The Kaze Flex 120 PWM we tested is one of the company’s better models, though. At 1200 RPM, the Kaze Flex 120 moved more air in our test rig than some of the competition (Corsair, for instance) did at 1400 or even 1600 RPM, presumably a result of having eleven blades where most fans have only nine. Lots of air goes hand-in-hand with noise, though, and indeed the Kaze Flex 120 PWM is also noisier than the competition at any given speed setting—though since it tops out at 1200 RPM, the noise is never as bad as models that spin up to higher speeds.
If you want a decent budget-friendly fan and the SF-12B isn’t doing it for you? Scythe’s blade-heavy blower might be the right choice. And hey, it’s one more company that hasn’t dipped into the RGB LED well yet. That’s worth something.
Best PC fan FAQ
How do I improve my PC’s airflow?
Poor airflow will have a major impact on your PC’s performance. There are varying opinions on fan placement and which provides the best airflow. A good place to start is to avoid a neutral pressure environment as stagnant, hot air collecting around your components won’t help any PC.
Essentially, you’ll want to make sure that you have fans for intake and exhaust so that the air is moving inside your PC case. Both positive and negative air pressure setups will do the job well and ensure that cool air is being pulled into your case while hot air is expelled.
How are PC fans tested?
There are a lot of case fans out there, so we had to set a few guidelines. First, we limited our tests to 120mm fans. It’s not because we hate 140mm. On the contrary! 140mm fans are generally quieter and move more air, making them a great choice for any case that can handle the larger size. But 120mm is still the “default” case fan, and it’s hard to compare different fan lines when you’re also comparing different sizes, so we stuck to 120mm versions as a control. (We’ve tried to provide the model number for the 140mm version where possible.)
With that in mind, we contacted a number of the most popular case fan manufacturers and had them send over both their best-selling and their personal favorite 120mm models. Then we hacked together a miniature wind tunnel with an anemometer inside, a device that measures airflow. This helped us match airflow between different fans at different RPM and then use a decibel meter to measure relative loudness. As we said up top: You want a balance between airflow and noise. We took our decibel readings from five inches, which is closer to these fans than you’d ever be, but helped clarify what otherwise minute differences in noise level are.

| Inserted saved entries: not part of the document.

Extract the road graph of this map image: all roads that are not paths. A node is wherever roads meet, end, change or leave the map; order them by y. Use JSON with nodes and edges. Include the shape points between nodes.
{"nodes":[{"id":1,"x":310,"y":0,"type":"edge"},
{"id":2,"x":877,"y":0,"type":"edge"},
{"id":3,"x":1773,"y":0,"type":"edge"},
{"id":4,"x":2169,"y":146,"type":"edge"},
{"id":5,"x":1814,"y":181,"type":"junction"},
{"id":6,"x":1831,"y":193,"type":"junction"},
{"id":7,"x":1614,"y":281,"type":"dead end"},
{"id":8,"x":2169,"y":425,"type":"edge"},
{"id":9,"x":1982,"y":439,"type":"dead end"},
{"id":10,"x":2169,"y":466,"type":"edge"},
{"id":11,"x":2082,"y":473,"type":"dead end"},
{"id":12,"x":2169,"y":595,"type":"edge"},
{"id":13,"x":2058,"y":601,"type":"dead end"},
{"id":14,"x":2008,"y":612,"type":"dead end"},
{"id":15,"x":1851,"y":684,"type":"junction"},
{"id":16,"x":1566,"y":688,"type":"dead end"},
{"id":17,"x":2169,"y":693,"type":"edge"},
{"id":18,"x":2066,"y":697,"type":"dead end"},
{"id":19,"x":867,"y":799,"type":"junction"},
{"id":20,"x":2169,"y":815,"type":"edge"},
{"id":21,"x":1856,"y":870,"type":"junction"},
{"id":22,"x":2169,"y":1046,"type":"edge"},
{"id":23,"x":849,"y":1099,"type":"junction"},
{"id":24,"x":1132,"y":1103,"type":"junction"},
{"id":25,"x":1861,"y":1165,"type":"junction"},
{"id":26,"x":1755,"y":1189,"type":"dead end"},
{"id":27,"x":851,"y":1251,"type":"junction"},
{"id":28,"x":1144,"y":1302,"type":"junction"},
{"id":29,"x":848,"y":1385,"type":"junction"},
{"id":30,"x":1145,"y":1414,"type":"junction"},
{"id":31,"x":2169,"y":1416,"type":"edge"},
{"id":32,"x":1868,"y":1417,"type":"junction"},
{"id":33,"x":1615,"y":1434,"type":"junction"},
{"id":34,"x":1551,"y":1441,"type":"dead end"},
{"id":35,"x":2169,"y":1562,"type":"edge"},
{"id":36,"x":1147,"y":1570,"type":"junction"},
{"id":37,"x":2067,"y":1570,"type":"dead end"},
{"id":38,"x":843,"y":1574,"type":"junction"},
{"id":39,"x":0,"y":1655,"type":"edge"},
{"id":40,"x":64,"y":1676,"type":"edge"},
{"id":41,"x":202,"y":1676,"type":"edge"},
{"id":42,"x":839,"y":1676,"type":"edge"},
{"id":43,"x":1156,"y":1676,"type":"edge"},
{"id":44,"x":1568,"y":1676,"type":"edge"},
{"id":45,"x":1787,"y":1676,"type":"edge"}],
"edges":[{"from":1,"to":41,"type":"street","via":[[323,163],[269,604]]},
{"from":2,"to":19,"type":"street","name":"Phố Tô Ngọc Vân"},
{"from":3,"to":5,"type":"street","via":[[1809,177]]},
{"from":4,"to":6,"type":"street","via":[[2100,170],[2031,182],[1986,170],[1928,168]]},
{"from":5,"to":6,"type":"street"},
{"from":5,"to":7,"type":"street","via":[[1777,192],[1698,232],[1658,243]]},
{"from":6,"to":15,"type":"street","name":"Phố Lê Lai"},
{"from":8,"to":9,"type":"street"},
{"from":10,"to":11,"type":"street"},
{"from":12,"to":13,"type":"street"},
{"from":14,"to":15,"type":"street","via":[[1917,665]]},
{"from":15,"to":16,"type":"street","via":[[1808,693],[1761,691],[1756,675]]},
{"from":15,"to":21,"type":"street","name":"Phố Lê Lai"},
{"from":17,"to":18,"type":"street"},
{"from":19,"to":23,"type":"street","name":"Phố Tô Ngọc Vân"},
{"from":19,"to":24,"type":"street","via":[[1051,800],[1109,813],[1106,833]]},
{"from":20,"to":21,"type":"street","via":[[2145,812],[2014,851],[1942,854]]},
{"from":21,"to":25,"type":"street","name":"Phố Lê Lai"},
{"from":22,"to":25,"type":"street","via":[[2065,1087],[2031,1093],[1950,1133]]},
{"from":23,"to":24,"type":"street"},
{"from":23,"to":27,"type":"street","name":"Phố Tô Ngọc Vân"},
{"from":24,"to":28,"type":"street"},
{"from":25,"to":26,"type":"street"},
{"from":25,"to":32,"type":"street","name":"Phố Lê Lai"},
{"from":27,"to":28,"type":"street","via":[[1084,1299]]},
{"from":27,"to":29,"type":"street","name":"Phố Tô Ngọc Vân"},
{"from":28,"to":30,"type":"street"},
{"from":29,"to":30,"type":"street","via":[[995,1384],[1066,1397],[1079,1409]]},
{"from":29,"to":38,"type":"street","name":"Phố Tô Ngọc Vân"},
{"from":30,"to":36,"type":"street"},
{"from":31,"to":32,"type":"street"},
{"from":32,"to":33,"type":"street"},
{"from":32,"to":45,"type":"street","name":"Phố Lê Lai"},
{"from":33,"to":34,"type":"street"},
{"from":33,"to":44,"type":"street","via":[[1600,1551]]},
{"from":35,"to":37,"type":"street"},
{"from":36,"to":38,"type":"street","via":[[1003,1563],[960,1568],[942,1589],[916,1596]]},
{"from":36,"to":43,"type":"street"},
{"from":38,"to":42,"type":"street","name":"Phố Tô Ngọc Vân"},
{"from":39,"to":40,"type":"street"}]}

We then maxed out the RPM on each fan to test a theoretical airflow limit and the accompanying noise. Chances are you’d never run most of these fans at 100 percent—that’s why they’re PWM fans! But if you have an older motherboard without PWM (or have a system that runs hot), you might hit this limit, and it’s good to know how loud your PC could potentially get and how much air these fans hypothetically move. As for RGB lighting? Well, we have eyes for those tests.